• Data section:

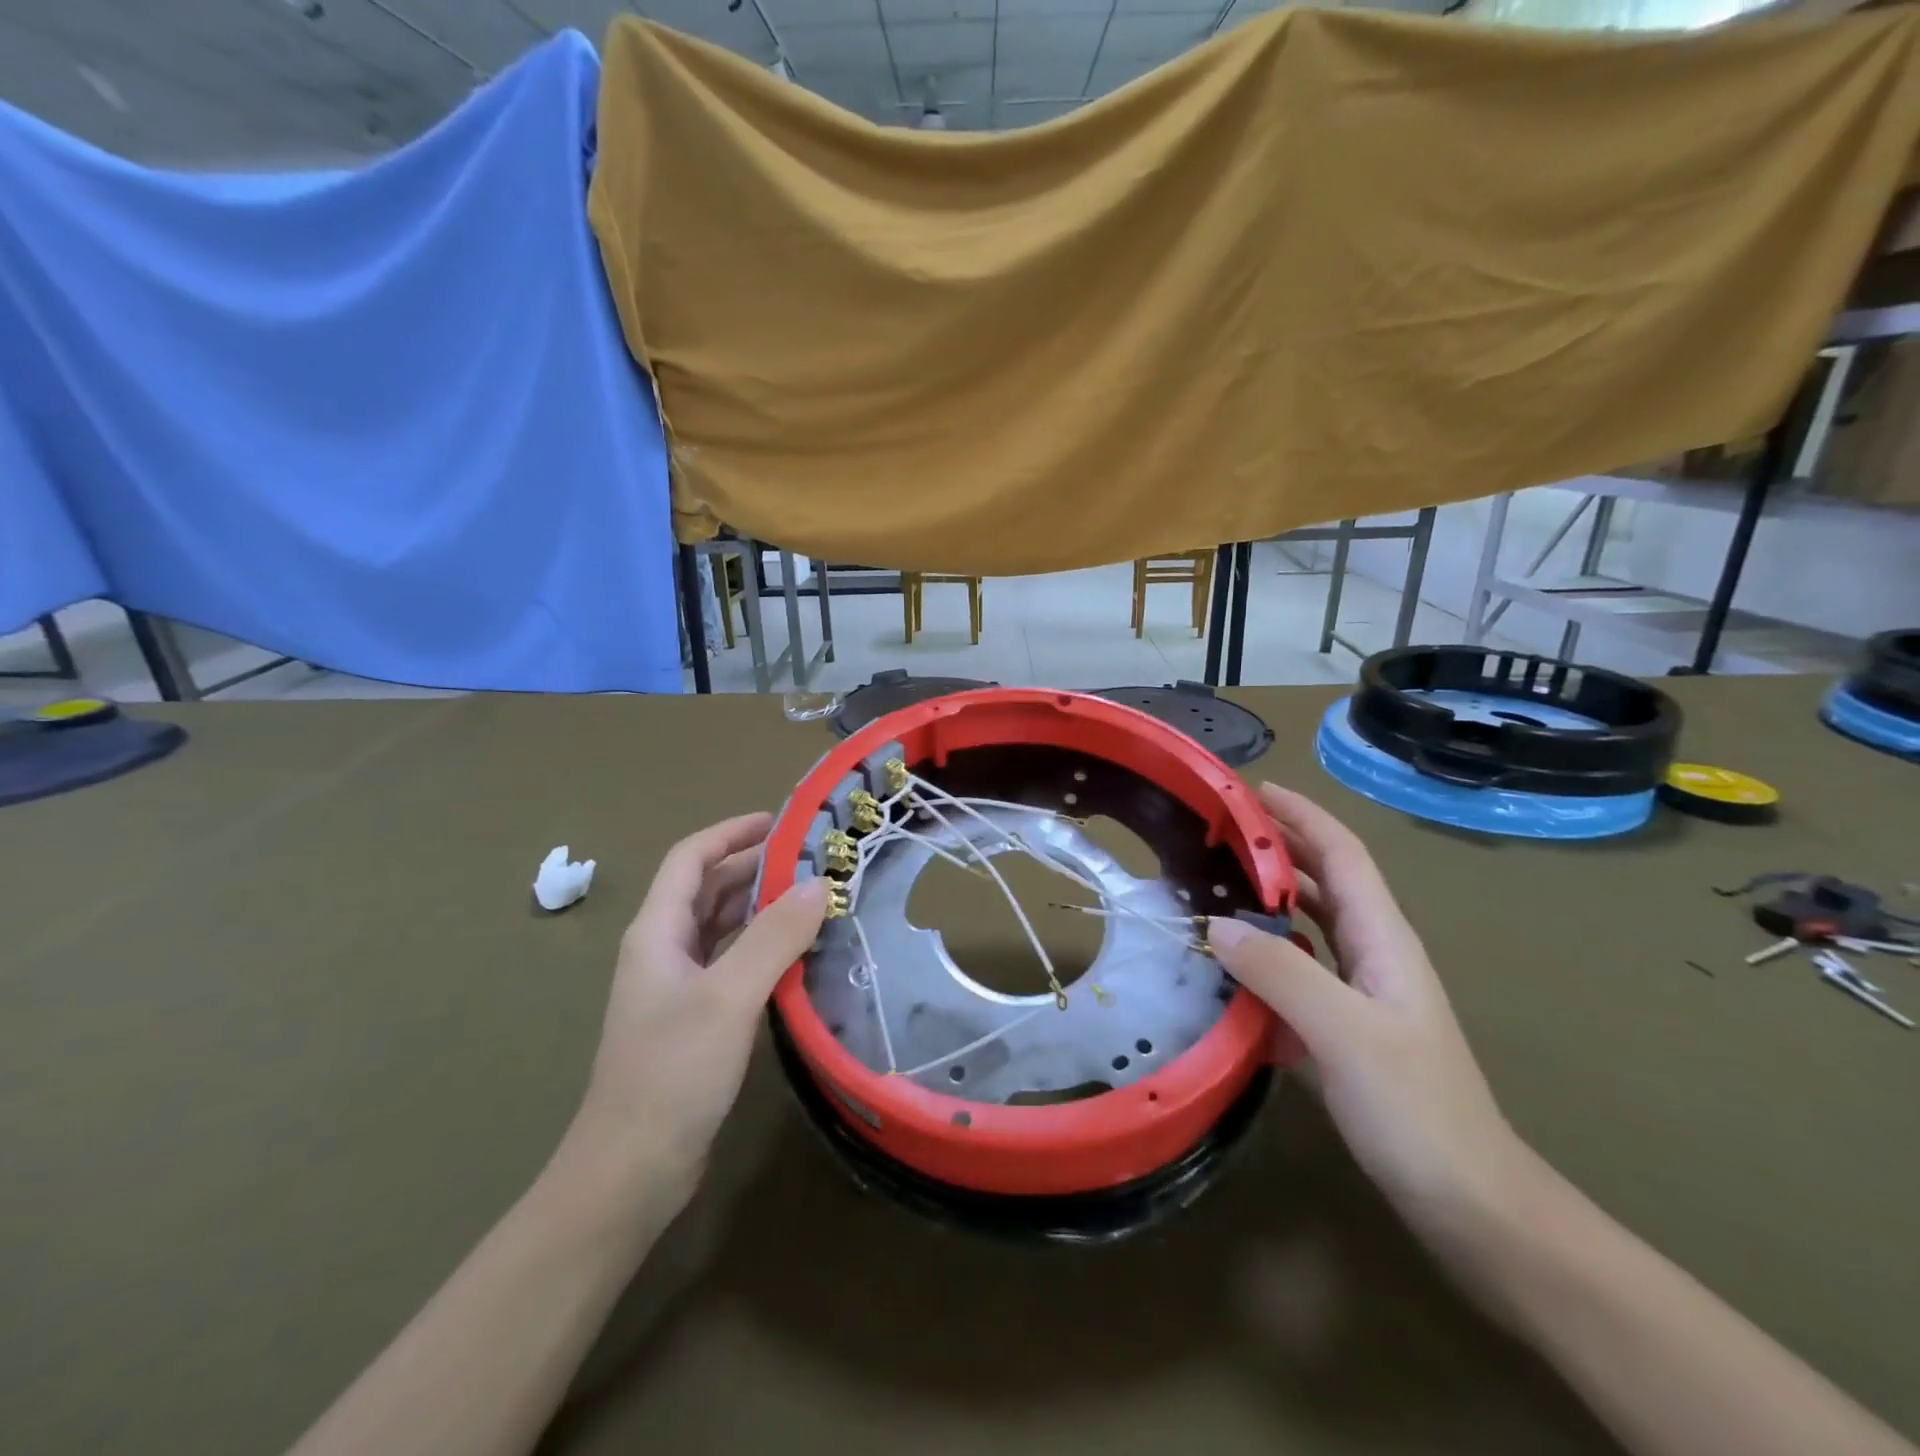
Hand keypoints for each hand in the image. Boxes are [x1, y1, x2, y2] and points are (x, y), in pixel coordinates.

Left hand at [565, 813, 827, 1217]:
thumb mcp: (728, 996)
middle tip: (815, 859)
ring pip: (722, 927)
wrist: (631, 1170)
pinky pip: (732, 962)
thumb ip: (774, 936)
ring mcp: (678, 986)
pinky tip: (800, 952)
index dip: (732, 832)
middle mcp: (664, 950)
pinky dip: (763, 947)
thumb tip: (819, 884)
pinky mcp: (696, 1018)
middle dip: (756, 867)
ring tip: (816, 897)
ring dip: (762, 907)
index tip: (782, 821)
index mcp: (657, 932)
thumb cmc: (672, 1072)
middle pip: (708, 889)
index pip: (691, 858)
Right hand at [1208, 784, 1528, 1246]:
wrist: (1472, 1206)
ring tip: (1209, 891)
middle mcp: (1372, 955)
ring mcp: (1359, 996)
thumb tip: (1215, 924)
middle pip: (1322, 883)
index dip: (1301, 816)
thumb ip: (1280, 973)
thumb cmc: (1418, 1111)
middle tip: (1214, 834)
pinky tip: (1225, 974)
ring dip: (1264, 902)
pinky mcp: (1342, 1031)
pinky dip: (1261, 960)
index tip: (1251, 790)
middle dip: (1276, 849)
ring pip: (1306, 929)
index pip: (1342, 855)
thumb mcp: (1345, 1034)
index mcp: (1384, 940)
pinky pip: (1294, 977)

• Description of the task: Reproduce every record word for word. The copy must contain no pictures.

• Problem solution:
Hand keypoints for each hand in the image. Boxes are [x1, y1, x2, y2] and points are (x, y), in pixel coordinates.

Left hand at [565, 813, 827, 1217]:
thumb mcp: (728, 996)
middle tip: (815, 859)
ring pip: (722, 927)
wrist: (631, 1170)
pinky pip: (732, 962)
thumb ip: (774, 936)
ring mcp: (678, 986)
pinky tip: (800, 952)
index dip: (732, 832)
middle mcp: (664, 950)
pinky dip: (763, 947)
thumb tip: (819, 884)
pinky mcp: (696, 1018)
middle dip: (756, 867)
ring tip: (816, 897)
ring dip: (762, 907)
index tip: (782, 821)
index mcp: (657, 932)
thumb cmc: (672, 1072)
middle pip: (708, 889)
index pip: (691, 858)
Right hand at [1208, 784, 1528, 1246]:
wrist: (1472, 1206)
ring tip: (1209, 891)
middle mcp: (1372, 955)
ring mcp: (1359, 996)
thumb tip: (1215, 924)
middle pip: (1322, 883)
index dip: (1301, 816)
thumb ip: (1280, 973)
thumb cmc: (1418, 1111)
middle tip: (1214, 834)
pinky tip: (1225, 974)
ring dip: (1264, 902)
pinky mcp: (1342, 1031)
pinky dip: (1261, 960)
index tip: (1251, 790)
middle dip: (1276, 849)
ring pip: (1306, 929)
index pip: (1342, 855)
thumb mcp: (1345, 1034)
index mcp: (1384, 940)
pinky pip: (1294, 977)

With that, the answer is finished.